Above the dark plains in the lower portion of the view, the horizon in the left half is mostly a portion of Endeavour's western rim. Labels identify some points on the rim that have been assigned informal names by the rover science team, using as a theme names of places visited by British Royal Navy Capt. James Cook in his 1769-1771 Pacific voyage in command of H.M.S. Endeavour. The paler-looking terrain on the horizon beyond Endeavour in the right half of the image is part of a thick deposit of material ejected by the impact that excavated Iazu Crater, south of Endeavour. The observed increase in brightness of Iazu's ejecta relative to Endeavour's features is consistent with modeling by science team members Michael Wolff, of the Space Science Institute, Boulder, Colo., and Ray Arvidson, of Washington University in St. Louis, applying optical characteristics Opportunity has measured in the Martian atmosphere.

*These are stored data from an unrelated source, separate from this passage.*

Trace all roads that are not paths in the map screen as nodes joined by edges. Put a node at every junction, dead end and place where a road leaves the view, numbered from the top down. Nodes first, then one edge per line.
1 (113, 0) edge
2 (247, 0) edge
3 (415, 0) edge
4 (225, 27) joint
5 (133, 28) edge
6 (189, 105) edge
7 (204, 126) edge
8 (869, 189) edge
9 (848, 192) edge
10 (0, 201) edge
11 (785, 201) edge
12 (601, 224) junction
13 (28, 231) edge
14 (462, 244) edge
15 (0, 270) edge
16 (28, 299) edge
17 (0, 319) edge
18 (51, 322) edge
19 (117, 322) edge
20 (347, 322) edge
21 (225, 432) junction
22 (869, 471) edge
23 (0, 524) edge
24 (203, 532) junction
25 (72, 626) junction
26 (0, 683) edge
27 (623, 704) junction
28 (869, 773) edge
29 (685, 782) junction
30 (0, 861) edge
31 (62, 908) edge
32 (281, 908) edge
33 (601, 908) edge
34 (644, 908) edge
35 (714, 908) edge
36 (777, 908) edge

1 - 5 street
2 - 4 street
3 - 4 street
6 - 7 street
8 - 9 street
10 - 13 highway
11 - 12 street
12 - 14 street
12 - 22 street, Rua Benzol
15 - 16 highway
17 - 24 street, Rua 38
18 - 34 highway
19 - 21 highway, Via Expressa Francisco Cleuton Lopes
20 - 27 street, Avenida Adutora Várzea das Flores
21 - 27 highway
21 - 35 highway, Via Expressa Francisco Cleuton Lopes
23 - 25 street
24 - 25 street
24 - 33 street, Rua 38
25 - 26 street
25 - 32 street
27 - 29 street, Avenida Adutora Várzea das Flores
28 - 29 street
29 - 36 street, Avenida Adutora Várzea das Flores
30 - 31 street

Supplementing this image, a reference map as seen from orbit (http://photojournal.jpl.nasa.gov/catalog/PIA13196) by the Context Camera on NASA's Mars Reconnaissance Orbiter, shows the relative positions of Victoria, Endeavour and Iazu craters, and the Opportunity rover. Science team member Tim Parker, of NASA's Jet Propulsion Laboratory, Pasadena, Calif., has correlated several points visible in the Pancam image with features visible from orbit.

After the rover team chose Endeavour as a long-term destination, the goal became even more alluring when observations with the Compact Reconnaissance Imaging Spectrometer for Mars, also on the Mars Reconnaissance Orbiter, found clay minerals exposed at Endeavour. James Wray, of Cornell University, Ithaca, N.Y., and co-authors reported observations of those minerals in Geophysical Research Letters in 2009. Clay minerals, which form under wet and relatively neutral pH conditions, have been found extensively on Mars from orbit but have not been examined on the surface. Additional observations with that spectrometer are helping the rover team choose which part of Endeavour's rim to visit first with Opportunity.